この劇場のギャラも、音響も、観客の質も決して良いとは言えない。彼らが演奏させられた時間の長さだけが、特別でした。彼らの評判が広がるにつれて、演奏時間もより長くなっていきました。

たった1年半で、270晩もステージに立つ。1964年に成功をおさめたときには、すでに1200回もライブをこなしていたことになります。ステージで鍛えられていた。ゆうに1万時間を突破していた。これが成功を呼び込みました。

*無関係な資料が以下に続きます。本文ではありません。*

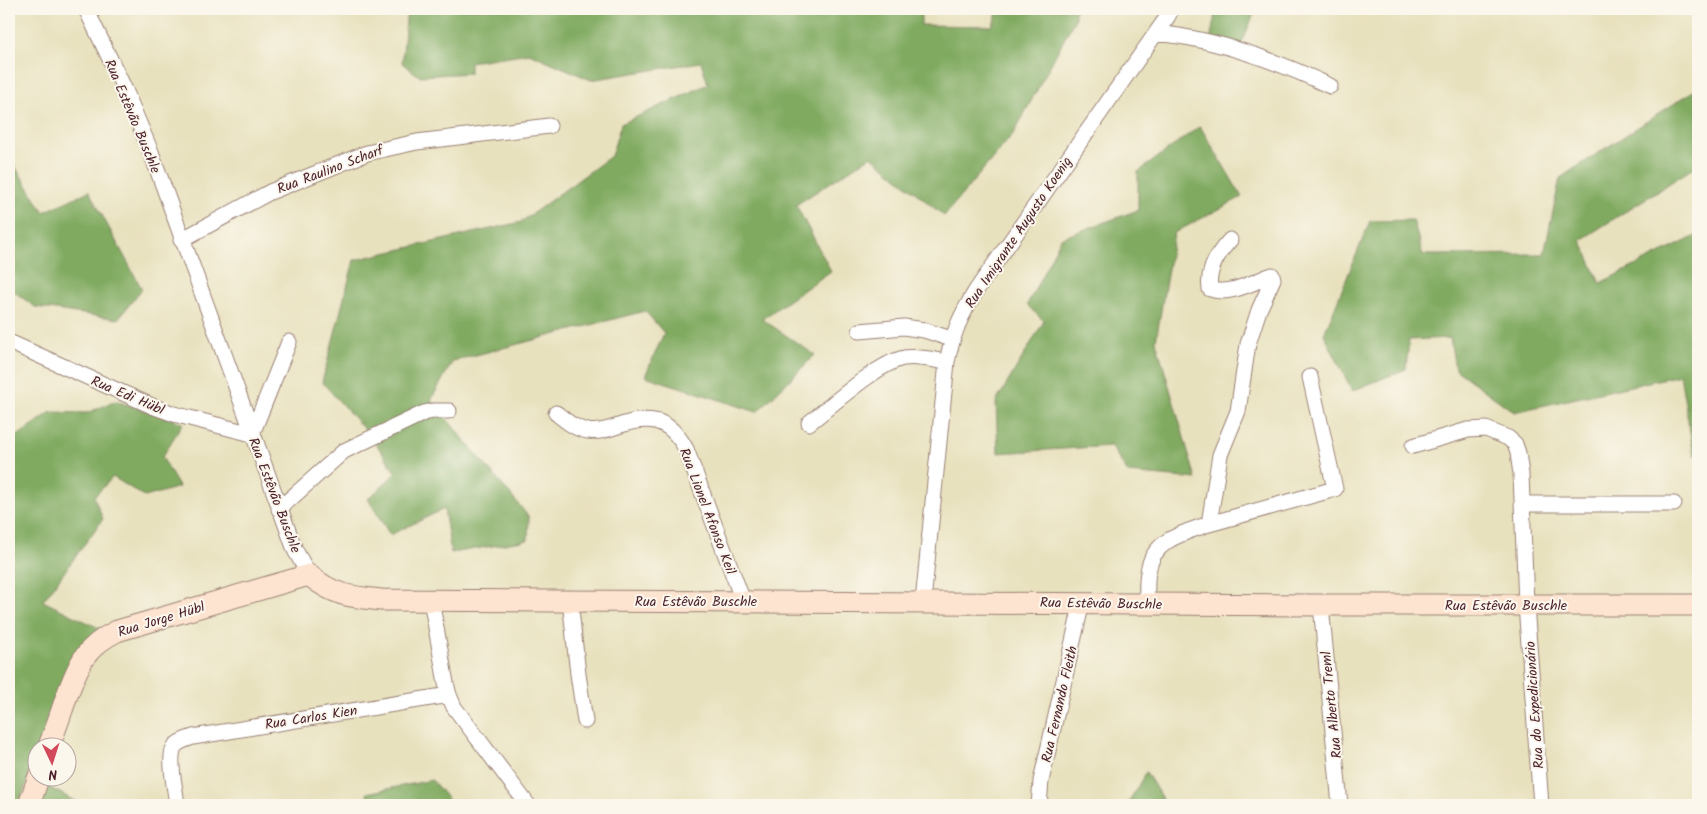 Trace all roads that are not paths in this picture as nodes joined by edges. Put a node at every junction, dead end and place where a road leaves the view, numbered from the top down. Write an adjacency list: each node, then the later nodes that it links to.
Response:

これらの好機のポイントは、「訓練を積むための、より多くの時間を与えてくれたこと」です。ビートルズのようなライブに明け暮れたバンドグループが、世界に何人いたでしょうか?

隠された好機

IT長者の共通点

ビル・ゲイツ: マイクロソフト共同創業者
ポール・アレン: マイクロソフト共同創業者
スティーブ・バルマー: マイクロソフトCEO
スティーブ・ジョブズ: アップルコンピュータ創業者
エリック・シュミット: Google創業者

彼らの共通点は何でしょうか?今度は、生まれた「月」が同じ、というわけではありません。生まれた「年」が共通しています。

彼らは全員、1955年生まれです。これは、この年よりも早く生まれた世代は、当時のIBMなどに代表されるメインフレームのビジネスにはまってしまって抜け出せず、このあとに生まれた世代は、すでに1955年世代がコンピュータ・ビジネスを固めてしまった後に社会に出たために、新規のビジネスを手がける余地がなかったからです。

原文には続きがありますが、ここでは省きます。